Data excerpts
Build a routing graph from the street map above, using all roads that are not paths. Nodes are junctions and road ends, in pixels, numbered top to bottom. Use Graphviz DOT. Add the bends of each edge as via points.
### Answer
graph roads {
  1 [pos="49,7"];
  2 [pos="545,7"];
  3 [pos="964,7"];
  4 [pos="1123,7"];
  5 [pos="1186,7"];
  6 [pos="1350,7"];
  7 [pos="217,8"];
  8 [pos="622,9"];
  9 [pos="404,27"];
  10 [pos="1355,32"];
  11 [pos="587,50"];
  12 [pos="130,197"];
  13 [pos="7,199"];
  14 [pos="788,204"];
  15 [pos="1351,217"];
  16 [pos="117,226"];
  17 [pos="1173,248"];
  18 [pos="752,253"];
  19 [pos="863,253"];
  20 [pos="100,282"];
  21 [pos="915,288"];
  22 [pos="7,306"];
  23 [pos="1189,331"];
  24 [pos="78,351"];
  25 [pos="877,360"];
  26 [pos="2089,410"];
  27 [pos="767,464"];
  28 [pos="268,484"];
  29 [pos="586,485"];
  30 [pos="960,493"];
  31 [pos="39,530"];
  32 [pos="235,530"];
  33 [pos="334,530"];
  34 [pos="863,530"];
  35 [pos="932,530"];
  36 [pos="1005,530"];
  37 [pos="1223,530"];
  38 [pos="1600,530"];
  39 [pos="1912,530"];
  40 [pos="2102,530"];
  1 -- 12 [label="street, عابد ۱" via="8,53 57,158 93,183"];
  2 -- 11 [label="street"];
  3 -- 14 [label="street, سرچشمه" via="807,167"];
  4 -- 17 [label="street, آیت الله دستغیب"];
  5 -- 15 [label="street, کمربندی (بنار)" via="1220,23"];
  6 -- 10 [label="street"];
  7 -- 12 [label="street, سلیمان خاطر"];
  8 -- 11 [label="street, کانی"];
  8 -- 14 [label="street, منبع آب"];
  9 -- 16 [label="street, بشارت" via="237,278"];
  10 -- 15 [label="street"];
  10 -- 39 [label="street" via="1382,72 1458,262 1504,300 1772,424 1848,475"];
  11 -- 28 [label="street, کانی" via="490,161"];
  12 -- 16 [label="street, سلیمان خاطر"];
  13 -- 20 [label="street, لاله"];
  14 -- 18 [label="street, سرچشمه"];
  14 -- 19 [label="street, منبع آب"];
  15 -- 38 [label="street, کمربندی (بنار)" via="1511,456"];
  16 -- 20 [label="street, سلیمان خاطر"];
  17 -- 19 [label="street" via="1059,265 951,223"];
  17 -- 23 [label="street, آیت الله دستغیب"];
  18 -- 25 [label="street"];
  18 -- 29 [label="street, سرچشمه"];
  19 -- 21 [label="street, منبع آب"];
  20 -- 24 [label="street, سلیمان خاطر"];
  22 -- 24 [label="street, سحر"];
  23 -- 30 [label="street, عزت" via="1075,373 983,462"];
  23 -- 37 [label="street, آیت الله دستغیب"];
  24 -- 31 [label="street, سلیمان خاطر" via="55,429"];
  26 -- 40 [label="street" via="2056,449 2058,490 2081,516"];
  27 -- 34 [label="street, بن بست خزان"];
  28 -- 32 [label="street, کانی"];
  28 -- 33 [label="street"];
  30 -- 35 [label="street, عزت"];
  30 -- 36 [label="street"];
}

▶ **Your instructions**:
Your reply should hold every line from the data that contains "سلیمان", copied in full.

▶ **Worked solution**:
  7 -- 12 [label="street, سلیمان خاطر"];
  12 -- 16 [label="street, سلیمان خاطر"];
  16 -- 20 [label="street, سلیمان خاطر"];
  20 -- 24 [label="street, سلیمان خاطر"];
  24 -- 31 [label="street, سلیمان خاطر" via="55,429"];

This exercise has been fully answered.